Publie le vendredi 25 avril 2003 par Open-Publishing

Non aspettammo che la democrazia e la libertà ci fossero portate
di Giovanni Pesce*
* comandante partigiano e medaglia d’oro della Resistenza
(da Liberazione 24/04/2003)
E’ tornata la guerra. E’ tornata nelle dimensioni e all’interno di
una logica coloniale e d’aggressione che speravamo fosse stata messa
alle nostre spalle per sempre. E’ tornata per affermare con prepotenza
regole di potere e di privilegi territoriali a livello planetario. E’
tornata per ridurre in modo drammatico ogni speranza della società nel suo
assieme, fondata su un progresso sociale, culturale ed economico e per
seminare morte in nome della liberazione dalla tirannia di un despota
criminale e della democrazia.
Ma noi sappiamo che mai la guerra con questi connotati,
sterminatrice di innocenti, ha avuto come frutto la libertà. Mai questa guerra
ha generato valori costruttivi, mai ha fatto avanzare la storia
dell’uomo.

Noi che oggi ricordiamo il 25 aprile, nel 58° anniversario della
vittoriosa guerra di Resistenza contro il nazifascismo, dobbiamo
rimarcare queste osservazioni con grande evidenza.

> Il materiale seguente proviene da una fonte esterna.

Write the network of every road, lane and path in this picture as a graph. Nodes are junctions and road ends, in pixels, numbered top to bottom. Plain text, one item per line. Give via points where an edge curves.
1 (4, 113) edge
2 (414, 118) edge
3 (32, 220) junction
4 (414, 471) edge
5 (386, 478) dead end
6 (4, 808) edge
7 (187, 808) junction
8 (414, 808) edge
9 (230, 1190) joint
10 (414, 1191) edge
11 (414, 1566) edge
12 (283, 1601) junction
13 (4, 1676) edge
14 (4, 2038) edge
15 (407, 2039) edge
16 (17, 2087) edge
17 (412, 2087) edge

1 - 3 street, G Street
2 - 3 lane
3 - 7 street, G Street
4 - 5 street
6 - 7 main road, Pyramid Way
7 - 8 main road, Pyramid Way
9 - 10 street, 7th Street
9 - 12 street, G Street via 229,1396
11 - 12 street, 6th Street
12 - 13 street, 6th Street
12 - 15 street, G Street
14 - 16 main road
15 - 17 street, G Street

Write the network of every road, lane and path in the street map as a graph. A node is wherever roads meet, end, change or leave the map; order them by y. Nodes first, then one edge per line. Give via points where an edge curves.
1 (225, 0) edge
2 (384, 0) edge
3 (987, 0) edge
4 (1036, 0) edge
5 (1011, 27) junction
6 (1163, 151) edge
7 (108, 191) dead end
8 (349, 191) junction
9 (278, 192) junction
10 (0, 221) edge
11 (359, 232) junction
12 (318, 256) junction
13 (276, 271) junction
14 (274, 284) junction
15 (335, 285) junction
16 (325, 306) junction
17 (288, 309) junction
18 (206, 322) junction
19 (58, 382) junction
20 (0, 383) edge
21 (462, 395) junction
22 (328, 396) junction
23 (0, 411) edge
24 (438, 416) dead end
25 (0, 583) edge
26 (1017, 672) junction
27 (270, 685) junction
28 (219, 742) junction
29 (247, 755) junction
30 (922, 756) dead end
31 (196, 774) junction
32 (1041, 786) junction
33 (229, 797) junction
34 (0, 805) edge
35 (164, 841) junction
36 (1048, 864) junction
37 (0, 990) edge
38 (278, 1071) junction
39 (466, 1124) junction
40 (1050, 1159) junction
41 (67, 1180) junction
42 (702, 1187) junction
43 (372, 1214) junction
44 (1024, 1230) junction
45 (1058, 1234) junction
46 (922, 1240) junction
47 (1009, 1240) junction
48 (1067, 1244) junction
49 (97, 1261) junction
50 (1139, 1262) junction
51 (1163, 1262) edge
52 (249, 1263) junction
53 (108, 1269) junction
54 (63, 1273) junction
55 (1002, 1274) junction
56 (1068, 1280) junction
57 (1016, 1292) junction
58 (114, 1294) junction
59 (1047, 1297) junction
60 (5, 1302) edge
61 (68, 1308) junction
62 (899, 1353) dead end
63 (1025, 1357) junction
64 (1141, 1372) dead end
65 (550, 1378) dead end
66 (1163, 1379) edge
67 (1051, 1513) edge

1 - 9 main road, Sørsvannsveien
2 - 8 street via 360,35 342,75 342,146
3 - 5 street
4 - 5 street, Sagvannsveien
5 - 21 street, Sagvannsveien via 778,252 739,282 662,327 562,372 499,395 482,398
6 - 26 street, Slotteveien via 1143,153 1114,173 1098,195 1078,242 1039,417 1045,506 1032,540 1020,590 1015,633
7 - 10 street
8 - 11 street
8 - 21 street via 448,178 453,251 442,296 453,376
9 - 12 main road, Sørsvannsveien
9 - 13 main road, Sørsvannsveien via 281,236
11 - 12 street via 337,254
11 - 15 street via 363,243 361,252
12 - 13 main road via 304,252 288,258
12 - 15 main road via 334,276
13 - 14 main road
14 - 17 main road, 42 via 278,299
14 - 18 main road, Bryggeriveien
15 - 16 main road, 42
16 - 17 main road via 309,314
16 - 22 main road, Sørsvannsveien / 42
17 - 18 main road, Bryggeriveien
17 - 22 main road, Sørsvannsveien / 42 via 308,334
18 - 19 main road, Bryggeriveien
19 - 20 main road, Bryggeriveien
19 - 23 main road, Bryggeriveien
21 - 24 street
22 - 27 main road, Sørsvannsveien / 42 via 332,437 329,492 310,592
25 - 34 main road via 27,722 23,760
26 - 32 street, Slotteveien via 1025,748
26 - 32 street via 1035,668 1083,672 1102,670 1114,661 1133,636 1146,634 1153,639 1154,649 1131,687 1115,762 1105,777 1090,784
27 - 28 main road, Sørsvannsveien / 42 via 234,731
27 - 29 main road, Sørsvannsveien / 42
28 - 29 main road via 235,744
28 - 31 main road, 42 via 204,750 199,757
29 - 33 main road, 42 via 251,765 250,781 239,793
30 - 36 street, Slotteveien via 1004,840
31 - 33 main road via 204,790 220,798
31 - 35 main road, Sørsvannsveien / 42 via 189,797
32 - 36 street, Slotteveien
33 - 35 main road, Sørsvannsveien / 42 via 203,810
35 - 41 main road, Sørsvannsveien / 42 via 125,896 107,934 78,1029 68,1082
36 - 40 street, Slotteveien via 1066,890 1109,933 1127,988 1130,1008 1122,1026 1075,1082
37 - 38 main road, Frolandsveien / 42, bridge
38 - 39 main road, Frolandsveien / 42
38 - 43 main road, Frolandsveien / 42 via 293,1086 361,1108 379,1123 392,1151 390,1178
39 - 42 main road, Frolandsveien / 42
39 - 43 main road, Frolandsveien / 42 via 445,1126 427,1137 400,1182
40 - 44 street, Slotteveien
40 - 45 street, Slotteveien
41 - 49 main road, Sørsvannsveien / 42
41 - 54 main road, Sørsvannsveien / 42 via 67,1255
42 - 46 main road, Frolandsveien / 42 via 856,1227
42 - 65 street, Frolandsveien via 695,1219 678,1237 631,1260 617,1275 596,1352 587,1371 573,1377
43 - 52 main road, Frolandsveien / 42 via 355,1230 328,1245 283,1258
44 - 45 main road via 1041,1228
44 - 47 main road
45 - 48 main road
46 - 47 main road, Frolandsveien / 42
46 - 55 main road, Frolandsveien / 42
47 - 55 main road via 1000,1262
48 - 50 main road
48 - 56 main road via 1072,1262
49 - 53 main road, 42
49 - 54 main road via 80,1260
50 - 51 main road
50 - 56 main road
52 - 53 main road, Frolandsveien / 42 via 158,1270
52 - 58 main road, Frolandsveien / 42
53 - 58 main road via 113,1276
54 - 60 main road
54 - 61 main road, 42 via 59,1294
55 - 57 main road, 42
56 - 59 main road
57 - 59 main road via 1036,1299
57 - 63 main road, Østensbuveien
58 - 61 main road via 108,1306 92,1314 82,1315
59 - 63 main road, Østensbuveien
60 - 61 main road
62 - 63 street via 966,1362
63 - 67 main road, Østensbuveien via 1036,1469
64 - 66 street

Questa guerra, a
prescindere da quella che è stato il suo esito militare, peraltro, vista la
disparità delle forze, scontato, segna uno dei punti più alti della
barbarie umana, afferma logiche di prepotenza e di annientamento, impoverisce
la stessa lunga pagina democratica anglo-americana, umilia l’anelito di
giustizia degli stessi popoli che sono scesi a milioni in piazza,
manifestando in ogni angolo della terra, al di là di ogni credo politico, il
loro profondo dissenso.

Nessuna democrazia può essere "esportata" sulla punta dei
cannoni. Questa parola d’ordine, fatta propria dai governanti delle
superpotenze per legittimare in qualche modo l’invasione armata dell’Iraq, è
falsa, mistificatoria e ingiusta.

La democrazia è un modello di governo dei popoli che va
costruito, nutrito, arricchito da un serrato confronto politico-culturale, passo
dopo passo, nel rispetto delle diversità etniche e religiose. La
democrazia non è un robot, un gioco, un’avventura.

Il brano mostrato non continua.